This blog is based on arXiv:2304.07189.

Halo formation time

The assembly of dark matter halos proceeds hierarchically, where low-mass halos are formed early and they merge with each other to form larger halos. This process can be described by a halo merger tree, which grows from the descendant halos and splits to multiple progenitor halos recursively. This tree structure is too complicated to be understood, nor incorporated into theoretical modelling. Therefore, data compression is required. A conventional way is to extract the main branch by recursively selecting the most massive progenitor, and this main branch is also referred to as the mass accretion history. From the mass accretion history, one can define a characteristic formation time as the time that the main progenitor has accumulated half of its final mass, which is also referred to as the halo formation time.

Wang et al. 2023 found that the ratio between the stellar mass of the central galaxy and the halo mass is a good observational proxy of halo formation time, where early-formed halos tend to more dominant central galaxies. This relation is also found in hydrodynamical simulations and empirical models.

Observational evidence

First of all, there is no direct evidence of the statistical correlation between halo formation time and the quenching of central galaxies at given halo masses for two reasons:

• There is no reliable halo mass estimation for individual halo for a large and unbiased galaxy group sample at the current stage.
• Halo formation time is not a observable. But the central-to-total stellar mass ratio is a good proxy of halo formation time.

Secondly, there are several indirect observational evidences that central galaxies in early-formed halos are more star-forming and spiral-like. For example, Posti et al. 2019 found a population of star-forming spiral central galaxies with $M_*\sim 10^{11} M_\odot$ lives in $\sim 10^{12} M_\odot$ halos, where the halo mass is obtained through the modelling of the HI rotation curve. Their results indicate that the stellar conversion efficiency $\epsilon\equiv M_*/f_b/M_h$ achieves nearly $100\%$ in these halos. Similarly, Zhang et al. 2021 found that star-forming central galaxies with $M_*\sim 10^{11} M_\odot$ live in $\sim 10^{12} M_\odot$ halos with a stellar conversion efficiency of $\sim 60\%$, where the halo mass is obtained through weak gravitational lensing and satellite kinematics. Therefore, we are pretty sure that there is a population of star-forming spiral galaxies in $\sim 10^{12}M_\odot$ halos with a stellar conversion efficiency $\epsilon\gtrsim 60\%$, while a typical $10^{12}M_\odot$ halo has $\epsilon\sim 20\%$. Combined with the result that earlier-formed halos tend to host more massive central galaxies, we obtained that galaxies in early-formed halos tend to be more star-forming and spiral-like than galaxies in late-formed halos.

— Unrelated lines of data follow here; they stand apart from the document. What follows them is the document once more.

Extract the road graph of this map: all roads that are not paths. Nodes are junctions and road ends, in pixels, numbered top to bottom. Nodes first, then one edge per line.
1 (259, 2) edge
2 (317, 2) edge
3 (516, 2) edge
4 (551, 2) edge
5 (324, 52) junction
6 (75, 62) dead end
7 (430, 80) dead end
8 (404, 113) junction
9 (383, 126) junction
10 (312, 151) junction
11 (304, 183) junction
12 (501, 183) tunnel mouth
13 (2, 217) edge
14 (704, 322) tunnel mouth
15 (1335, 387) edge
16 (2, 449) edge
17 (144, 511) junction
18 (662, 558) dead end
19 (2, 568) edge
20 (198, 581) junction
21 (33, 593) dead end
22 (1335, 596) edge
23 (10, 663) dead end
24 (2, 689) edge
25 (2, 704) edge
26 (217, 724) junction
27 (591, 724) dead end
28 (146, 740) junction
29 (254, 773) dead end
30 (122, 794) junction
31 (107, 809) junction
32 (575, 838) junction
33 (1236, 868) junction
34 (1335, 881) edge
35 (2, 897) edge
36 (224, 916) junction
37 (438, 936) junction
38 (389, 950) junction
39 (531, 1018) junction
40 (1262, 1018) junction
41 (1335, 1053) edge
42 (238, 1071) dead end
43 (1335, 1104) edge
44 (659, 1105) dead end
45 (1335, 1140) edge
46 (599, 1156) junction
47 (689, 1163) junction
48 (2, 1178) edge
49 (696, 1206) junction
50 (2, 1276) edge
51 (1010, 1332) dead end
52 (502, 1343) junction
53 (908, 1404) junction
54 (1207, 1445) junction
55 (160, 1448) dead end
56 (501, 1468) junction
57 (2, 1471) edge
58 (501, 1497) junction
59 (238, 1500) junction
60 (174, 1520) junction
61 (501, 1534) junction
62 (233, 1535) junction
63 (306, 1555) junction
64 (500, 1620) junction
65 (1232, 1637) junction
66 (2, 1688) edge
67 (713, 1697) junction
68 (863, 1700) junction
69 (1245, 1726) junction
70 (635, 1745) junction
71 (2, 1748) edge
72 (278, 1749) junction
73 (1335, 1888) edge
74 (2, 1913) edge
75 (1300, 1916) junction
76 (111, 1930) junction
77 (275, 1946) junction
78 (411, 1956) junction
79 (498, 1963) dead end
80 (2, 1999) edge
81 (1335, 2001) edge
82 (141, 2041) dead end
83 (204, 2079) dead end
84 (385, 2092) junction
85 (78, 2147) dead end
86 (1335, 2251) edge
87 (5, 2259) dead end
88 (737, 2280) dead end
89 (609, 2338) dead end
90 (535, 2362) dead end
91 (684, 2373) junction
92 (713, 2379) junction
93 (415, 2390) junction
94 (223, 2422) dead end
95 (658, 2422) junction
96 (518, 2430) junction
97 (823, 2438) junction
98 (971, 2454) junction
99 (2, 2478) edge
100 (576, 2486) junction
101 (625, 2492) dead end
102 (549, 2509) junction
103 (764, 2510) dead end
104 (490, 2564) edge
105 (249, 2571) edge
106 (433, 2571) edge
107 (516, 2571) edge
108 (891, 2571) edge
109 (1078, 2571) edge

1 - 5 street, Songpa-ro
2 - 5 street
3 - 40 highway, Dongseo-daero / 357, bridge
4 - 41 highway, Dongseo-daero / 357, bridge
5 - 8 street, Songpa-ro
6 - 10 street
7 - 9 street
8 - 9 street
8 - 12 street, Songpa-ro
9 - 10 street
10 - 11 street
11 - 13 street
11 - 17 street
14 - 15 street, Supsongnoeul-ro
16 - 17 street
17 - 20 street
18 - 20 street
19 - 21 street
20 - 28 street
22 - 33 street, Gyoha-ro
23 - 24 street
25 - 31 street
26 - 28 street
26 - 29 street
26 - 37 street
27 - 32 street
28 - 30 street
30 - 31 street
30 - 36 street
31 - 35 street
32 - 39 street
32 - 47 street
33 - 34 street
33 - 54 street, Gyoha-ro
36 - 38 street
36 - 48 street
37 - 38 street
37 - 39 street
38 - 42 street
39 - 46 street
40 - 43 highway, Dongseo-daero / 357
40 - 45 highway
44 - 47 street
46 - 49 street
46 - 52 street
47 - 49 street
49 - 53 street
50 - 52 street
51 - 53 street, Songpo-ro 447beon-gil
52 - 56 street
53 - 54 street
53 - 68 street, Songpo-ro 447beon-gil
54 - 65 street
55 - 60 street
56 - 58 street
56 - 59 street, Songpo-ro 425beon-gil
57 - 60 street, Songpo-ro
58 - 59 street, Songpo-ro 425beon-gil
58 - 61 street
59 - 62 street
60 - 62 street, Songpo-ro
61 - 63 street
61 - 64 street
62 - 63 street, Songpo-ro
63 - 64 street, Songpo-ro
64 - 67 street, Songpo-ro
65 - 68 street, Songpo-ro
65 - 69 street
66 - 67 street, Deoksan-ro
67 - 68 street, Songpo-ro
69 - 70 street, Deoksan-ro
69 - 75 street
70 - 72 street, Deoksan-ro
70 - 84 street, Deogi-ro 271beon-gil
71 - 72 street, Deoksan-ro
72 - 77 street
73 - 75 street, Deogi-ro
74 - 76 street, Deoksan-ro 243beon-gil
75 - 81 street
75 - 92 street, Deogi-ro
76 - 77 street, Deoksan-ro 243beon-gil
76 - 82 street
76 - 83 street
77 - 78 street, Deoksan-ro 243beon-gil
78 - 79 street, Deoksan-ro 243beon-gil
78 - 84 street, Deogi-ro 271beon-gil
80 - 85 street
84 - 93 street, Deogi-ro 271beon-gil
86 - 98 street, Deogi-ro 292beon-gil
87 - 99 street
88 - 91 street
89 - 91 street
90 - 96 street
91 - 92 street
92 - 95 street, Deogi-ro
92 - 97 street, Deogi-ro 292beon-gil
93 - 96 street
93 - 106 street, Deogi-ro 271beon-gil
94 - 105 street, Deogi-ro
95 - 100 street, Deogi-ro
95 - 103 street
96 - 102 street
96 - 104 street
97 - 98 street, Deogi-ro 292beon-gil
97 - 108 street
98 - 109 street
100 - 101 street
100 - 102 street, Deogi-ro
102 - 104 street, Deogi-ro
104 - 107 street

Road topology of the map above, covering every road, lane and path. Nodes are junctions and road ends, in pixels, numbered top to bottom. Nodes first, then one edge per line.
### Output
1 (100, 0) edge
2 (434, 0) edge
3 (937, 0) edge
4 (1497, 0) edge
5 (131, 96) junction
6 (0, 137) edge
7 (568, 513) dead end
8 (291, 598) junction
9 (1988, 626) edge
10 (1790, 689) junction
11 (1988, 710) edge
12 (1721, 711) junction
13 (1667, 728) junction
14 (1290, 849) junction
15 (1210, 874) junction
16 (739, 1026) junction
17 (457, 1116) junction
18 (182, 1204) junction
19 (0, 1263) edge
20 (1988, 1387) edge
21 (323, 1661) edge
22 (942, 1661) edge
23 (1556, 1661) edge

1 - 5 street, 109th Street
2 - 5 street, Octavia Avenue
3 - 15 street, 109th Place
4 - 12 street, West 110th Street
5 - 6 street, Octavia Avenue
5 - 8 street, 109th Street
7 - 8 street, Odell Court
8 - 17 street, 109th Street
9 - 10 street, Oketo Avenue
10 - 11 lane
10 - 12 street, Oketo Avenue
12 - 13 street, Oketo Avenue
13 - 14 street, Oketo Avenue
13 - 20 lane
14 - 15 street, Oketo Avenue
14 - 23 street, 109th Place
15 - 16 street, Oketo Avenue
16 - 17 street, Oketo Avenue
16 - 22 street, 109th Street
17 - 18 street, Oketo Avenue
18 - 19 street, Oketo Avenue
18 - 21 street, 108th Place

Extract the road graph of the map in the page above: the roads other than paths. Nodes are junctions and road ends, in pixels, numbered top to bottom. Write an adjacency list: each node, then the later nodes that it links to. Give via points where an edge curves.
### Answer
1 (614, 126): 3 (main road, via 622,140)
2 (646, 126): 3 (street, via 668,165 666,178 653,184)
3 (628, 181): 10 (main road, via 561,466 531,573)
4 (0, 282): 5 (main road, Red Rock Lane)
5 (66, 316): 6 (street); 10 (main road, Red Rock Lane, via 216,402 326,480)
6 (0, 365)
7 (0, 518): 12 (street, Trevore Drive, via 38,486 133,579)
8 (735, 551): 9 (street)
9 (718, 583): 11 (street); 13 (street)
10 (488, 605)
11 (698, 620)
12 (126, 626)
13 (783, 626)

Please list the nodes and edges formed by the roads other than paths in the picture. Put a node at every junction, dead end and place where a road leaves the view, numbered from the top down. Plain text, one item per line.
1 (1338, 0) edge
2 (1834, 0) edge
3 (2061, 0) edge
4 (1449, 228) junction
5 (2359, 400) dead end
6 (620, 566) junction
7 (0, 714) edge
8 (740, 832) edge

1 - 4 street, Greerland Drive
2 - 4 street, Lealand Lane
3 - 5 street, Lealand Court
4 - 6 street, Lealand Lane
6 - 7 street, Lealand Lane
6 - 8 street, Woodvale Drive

Wang et al. 2023 studied the dependence of the star formation activities and morphologies of central galaxies on the formation time of host halos, which is indicated by the central stellar mass to halo mass ratio. And they also found that early-formed halos tend to host star-forming and spiral-like central galaxies compared with those late-formed halos.

Physical origin

Currently, there is no satisfying mechanism to explain this relation. Here I introduce my own speculation. To begin with, early-formed halos tend to have more concentrated mass distribution, which is well-established two decades ago (see Wechsler et al. 2002), and concentrated halos drives the formation of galaxy disk (see Hopkins et al. 2023). Then, the AGN feedback is less efficient in disk galaxies, so that they are less quenched.